AUSTIN, Texas (AP) — Texas Republican voters made their preferences clear: The tea party is in and incumbents are out.
In runoffs across the state Tuesday, incumbents found themselves besieged by tea party members calling themselves “the true conservatives.” Veteran lawmakers suddenly found their experience in public office where they may have compromised in the past an indelible mark on their record.
Gov. Rick Perry tried to boost many of his allies, but it didn’t help in most cases. Lt. Gov. David Dewhurst lost his race for the GOP Senate nomination to Ted Cruz, and incumbent Supreme Court Justice David Medina lost his bid for re-election. State Reps. Chuck Hopson, Sid Miller and Jim Landtroop welcomed Perry’s help, but all lost to challengers.
National tea party leaders praised what they said was proof that their brand of conservatism was alive and well in Texas and across the country.
“The false narrative continues to be written that the tea party is dead, and 2012 will not be like 2010. However, every month we see a strong example to the contrary,” said Tea Party Express Chairman Amy Kremer. “Tonight we sent a message that should shake Obama’s Chicago headquarters: Texas not only is going to be staying a red state, but the tea party is alive and ready to own 2012.”
Michael Quinn Sullivan, leader of the conservative activist group Empower Texans, agreed that Texas voters were pushing out Republican moderates, like state Sen. Jeff Wentworth, who lost to tea party leader Donna Campbell. He said lawmakers allied with Texas House Speaker Joe Straus continued to lose key races.
“It’s a very bad night for Joe Straus, losing two big committee chairs (Miller and Hopson),” he said, adding that five Straus chairs have now lost in the GOP primary. “The state Senate has become a lot more conservative after this cycle, and especially with this runoff.”
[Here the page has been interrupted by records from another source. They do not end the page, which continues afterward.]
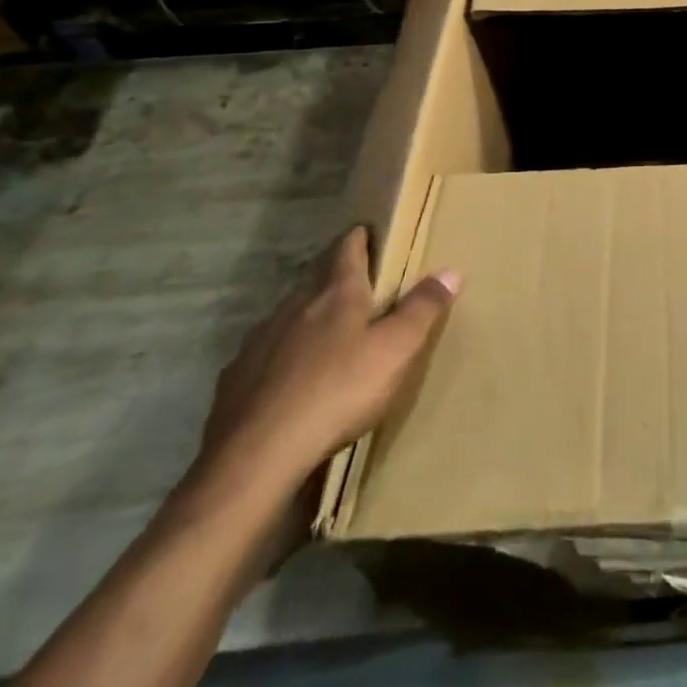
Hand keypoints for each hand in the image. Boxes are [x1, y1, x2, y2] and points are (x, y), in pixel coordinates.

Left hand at [196, 227, 459, 503]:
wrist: (257, 456)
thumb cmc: (338, 391)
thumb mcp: (396, 350)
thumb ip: (423, 309)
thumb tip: (450, 271)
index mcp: (336, 293)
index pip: (348, 249)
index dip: (360, 238)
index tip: (367, 231)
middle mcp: (295, 306)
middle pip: (318, 281)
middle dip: (337, 280)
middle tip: (359, 288)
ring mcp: (260, 341)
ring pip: (290, 317)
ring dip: (309, 318)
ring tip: (328, 335)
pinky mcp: (236, 378)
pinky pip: (266, 355)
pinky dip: (282, 357)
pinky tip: (290, 380)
Just a year ago, Republican politicians were giddy at the thought of Perry running for president and Dewhurst moving on to the Senate, freeing up the state’s top two posts for the first time in a decade. But now that they have lost, the second-string’s patience is wearing thin.
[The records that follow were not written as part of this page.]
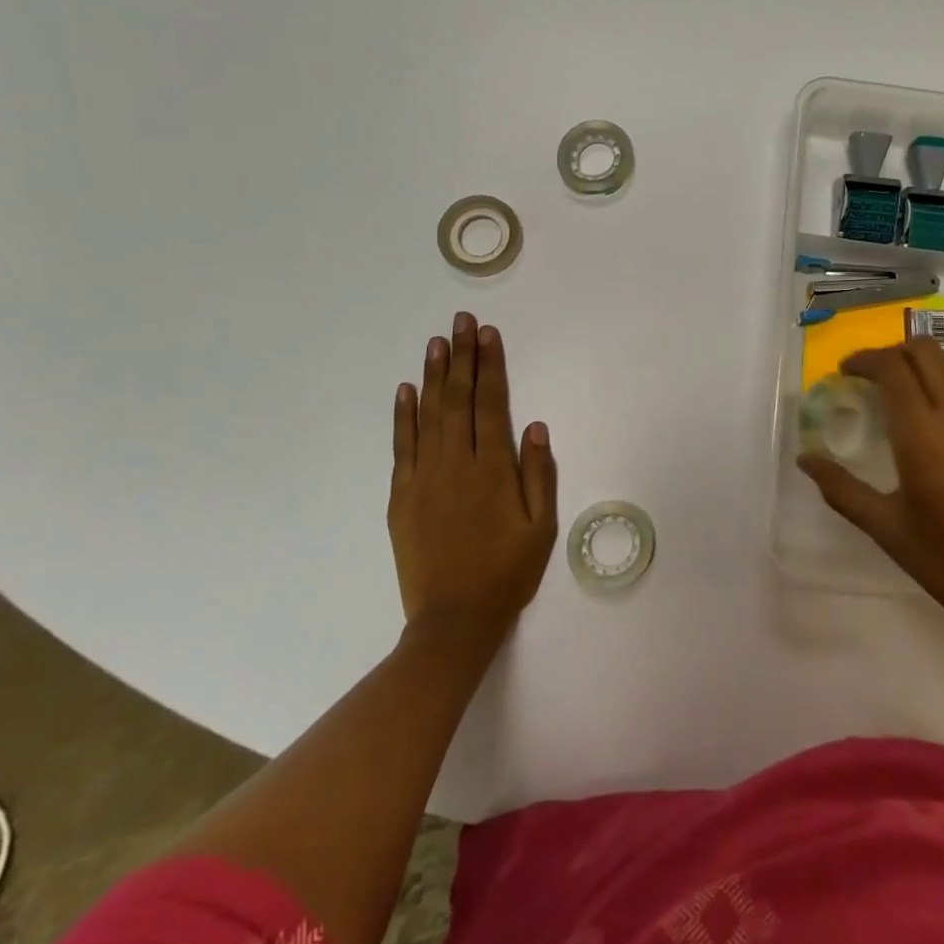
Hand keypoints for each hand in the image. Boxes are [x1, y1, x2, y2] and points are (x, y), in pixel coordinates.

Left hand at [389, 313, 556, 646]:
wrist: (453, 621)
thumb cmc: (507, 572)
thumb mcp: (541, 527)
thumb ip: (539, 474)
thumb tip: (535, 427)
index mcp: (493, 470)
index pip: (490, 404)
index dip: (490, 366)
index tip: (488, 334)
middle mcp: (456, 464)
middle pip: (458, 399)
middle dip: (461, 356)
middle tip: (462, 321)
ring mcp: (424, 478)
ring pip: (428, 415)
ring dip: (433, 375)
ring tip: (437, 342)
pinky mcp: (402, 496)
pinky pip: (402, 446)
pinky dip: (403, 416)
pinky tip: (405, 390)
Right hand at [797, 339, 943, 650]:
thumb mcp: (888, 530)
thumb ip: (842, 489)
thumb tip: (805, 460)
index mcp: (925, 435)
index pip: (892, 367)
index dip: (864, 360)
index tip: (843, 372)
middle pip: (924, 351)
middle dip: (890, 354)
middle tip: (865, 379)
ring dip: (916, 370)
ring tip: (892, 403)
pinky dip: (939, 390)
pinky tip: (927, 429)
Land Commissioner Jerry Patterson said Tuesday night that he will run for lieutenant governor in 2014, whether Dewhurst seeks re-election or not. Attorney General Greg Abbott has a $14 million campaign fund saved up and has signaled he’s ready to make a bid for governor, though Perry is holding out the option of running again. There is some question whether Abbott will continue to wait his turn if Perry seeks an unprecedented fourth term.
In 2013, a key question will be whether Perry, Dewhurst and Straus will see their power diminished by these primary results going into the next legislative session. Perry has relied on his endorsements to keep Republican lawmakers in line with his agenda, but his support no longer appears worth as much. Dewhurst — already considered a weak leader in the state Senate — will have trouble enforcing discipline, and Straus will have to compromise with tea party members if he wants to win re-election as House Speaker.
There is little doubt that Republicans took a dramatic step to the right in choosing their nominees for the November elections. The Texas Legislature will see a large percentage of freshmen lawmakers come January, and the Republicans will not be ready to compromise, even though they are unlikely to maintain the supermajority they enjoy now.
Democrats, meanwhile, also chose fresh faces. Marc Veasey and Filemon Vela won nominations for new seats in Dallas-Fort Worth and South Texas, races that should be guaranteed Democratic victories. Pete Gallego nudged out former U.S. Rep. Ciro Rodriguez for the chance to run against GOP incumbent Quico Canseco in a redrawn 23rd District that gives the Democrat a fighting chance.